> **Stored items**
================

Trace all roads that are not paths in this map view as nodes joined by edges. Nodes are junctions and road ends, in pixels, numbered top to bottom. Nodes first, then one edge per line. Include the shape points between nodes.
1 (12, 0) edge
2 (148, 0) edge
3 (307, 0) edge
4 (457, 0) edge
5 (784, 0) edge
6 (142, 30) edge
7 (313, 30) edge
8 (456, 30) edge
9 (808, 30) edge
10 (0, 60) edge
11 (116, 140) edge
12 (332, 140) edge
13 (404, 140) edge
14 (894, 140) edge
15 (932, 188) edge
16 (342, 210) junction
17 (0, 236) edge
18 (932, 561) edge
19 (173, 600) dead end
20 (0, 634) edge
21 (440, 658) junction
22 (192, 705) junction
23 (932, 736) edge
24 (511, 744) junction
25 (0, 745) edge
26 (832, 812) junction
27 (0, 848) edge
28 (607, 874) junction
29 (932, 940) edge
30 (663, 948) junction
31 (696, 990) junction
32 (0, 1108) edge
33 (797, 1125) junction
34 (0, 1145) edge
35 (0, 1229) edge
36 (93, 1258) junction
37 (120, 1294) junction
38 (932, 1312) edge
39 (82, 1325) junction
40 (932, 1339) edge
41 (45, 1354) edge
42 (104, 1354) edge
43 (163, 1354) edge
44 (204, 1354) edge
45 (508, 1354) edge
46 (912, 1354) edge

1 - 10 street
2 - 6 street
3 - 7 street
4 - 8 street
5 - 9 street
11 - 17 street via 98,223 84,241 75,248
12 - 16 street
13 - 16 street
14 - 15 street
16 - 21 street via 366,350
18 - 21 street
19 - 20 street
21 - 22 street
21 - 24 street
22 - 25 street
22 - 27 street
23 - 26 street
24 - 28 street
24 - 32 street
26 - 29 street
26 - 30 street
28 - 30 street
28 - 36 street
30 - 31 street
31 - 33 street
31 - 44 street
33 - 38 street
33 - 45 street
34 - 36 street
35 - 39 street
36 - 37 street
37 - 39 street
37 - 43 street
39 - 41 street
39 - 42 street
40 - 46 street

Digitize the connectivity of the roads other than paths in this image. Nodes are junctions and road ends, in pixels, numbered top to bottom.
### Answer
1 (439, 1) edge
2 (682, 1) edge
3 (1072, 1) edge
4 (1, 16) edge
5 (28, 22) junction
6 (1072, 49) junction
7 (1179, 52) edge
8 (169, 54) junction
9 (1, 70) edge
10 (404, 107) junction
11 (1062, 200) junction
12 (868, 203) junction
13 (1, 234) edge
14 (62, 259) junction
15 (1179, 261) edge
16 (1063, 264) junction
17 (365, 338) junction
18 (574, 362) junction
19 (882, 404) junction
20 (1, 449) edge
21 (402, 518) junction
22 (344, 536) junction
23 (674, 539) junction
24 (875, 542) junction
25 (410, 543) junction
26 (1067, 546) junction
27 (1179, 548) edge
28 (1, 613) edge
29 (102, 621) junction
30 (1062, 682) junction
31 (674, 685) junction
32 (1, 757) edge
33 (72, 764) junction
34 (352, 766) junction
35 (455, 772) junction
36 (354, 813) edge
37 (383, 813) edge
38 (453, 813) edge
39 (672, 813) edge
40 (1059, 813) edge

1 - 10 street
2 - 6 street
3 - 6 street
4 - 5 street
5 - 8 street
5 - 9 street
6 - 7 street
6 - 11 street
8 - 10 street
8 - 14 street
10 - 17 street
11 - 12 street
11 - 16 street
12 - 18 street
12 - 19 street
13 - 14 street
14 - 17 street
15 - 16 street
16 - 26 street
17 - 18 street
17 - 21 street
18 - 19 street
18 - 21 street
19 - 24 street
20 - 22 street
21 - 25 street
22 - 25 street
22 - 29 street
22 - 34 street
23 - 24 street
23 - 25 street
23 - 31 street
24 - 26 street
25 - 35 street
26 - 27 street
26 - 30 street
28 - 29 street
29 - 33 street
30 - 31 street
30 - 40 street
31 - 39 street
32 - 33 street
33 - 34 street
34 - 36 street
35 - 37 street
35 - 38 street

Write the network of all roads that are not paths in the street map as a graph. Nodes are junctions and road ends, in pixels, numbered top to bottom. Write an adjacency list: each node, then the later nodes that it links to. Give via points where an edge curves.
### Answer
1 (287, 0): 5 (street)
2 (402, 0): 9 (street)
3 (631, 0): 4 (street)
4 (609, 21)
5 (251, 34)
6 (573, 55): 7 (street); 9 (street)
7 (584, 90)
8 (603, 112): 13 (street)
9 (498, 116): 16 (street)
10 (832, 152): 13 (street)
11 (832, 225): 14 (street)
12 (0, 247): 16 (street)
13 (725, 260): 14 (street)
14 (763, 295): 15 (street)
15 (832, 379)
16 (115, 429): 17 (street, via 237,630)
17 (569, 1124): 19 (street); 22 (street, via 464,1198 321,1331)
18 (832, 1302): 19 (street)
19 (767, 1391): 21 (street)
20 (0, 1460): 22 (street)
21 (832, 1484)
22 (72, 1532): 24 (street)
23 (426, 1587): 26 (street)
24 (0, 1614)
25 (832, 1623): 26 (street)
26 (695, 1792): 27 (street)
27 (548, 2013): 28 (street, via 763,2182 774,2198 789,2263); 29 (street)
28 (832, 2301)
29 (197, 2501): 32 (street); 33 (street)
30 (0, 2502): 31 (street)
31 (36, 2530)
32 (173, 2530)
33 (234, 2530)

================

> **EXERCISE AIM**
Every line above that holds the word "numbered" is to be found and copied.

> **WRITTEN REPLY**
Trace all roads that are not paths in this map view as nodes joined by edges. Nodes are junctions and road ends, in pixels, numbered top to bottom. Nodes first, then one edge per line. Include the shape points between nodes.
Digitize the connectivity of the roads other than paths in this image. Nodes are junctions and road ends, in pixels, numbered top to bottom.
Write the network of all roads that are not paths in the street map as a graph. Nodes are junctions and road ends, in pixels, numbered top to bottom. Write an adjacency list: each node, then the later nodes that it links to. Give via points where an edge curves.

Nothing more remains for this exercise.